■ TASK PROMPT
Output only the entries, exactly as given, without the pictures.

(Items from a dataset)
--------------------------------

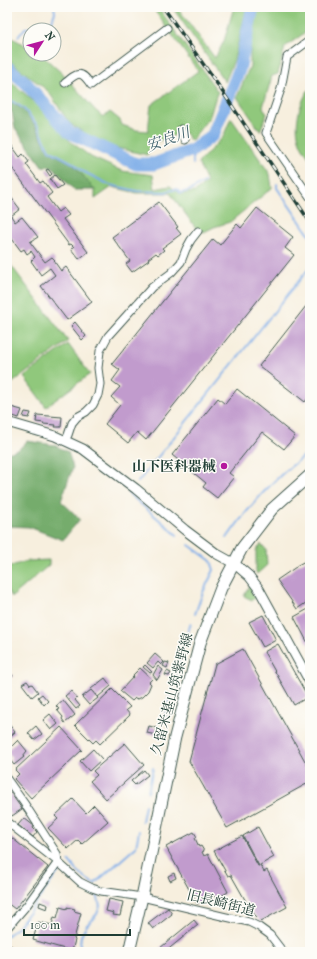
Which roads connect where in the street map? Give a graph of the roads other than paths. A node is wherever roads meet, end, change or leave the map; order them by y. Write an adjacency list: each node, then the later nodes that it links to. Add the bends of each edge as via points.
1 (167, 28): 3 (street, via 91,85 81,74 76,74)
2 (310, 40): 6 (street, via 287,57 281,89 266,133)
3 (65, 83)
4 (181, 129): 5 (street)
5 (185, 140)
6 (310, 197)
7 (198, 231): 9 (street, via 181,262 152,287 108,336 100,351 98,395 93,405 72,423)
8 (7, 422): 9 (street)
9 (65, 441): 11 (street, via 83,449 185,530)
10 (310, 475): 11 (main road, 久留米基山筑紫野線, via 272,509 242,548)
11 (235, 564): 12 (street, via 259,589); 16 (main road, 久留米基山筑紫野線, via 221,588 200,643 175,738)
12 (310, 682)
13 (7, 779): 15 (street, via 48,839 57,854)
14 (7, 822): 15 (street, 旧長崎街道)
15 (58, 862): 16 (street, 旧長崎街道, via 80,882 92,888); 17 (street)
16 (142, 897): 18 (main road, 久留米基山筑紫野線); 19 (street, 旧長崎街道, via 249,922 270,935)
17 (7, 928)
18 (128, 952)
19 (283, 952)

--------------------------------

■ TASK OUTPUT
Which roads connect where in the street map? Give a graph of the roads other than paths. A node is wherever roads meet, end, change or leave the map; order them by y. Write an adjacency list: each node, then the later nodes that it links to. Add the bends of each edge as via points.
1 (167, 28): 3 (street, via 91,85 81,74 76,74)
2 (310, 40): 6 (street, via 287,57 281,89 266,133)
3 (65, 83)
4 (181, 129): 5 (street)
5 (185, 140)
6 (310, 197)
7 (198, 231): 9 (street, via 181,262 152,287 108,336 100,351 98,395 93,405 72,423)
8 (7, 422): 9 (street)
9 (65, 441): 11 (street, via 83,449 185,530)
10 (310, 475): 11 (main road, 久留米基山筑紫野線, via 272,509 242,548)
11 (235, 564): 12 (street, via 259,589); 16 (main road, 久留米基山筑紫野線, via 221,588 200,643 175,738)
12 (310, 682)
13 (7, 779): 15 (street, via 48,839 57,854)
14 (7, 822): 15 (street, 旧長崎街道)
15 (58, 862): 16 (street, 旧長崎街道, via 80,882 92,888); 17 (street)
16 (142, 897): 18 (main road, 久留米基山筑紫野線); 19 (street, 旧長崎街道, via 249,922 270,935)
17 (7, 928)
18 (128, 952)
19 (283, 952)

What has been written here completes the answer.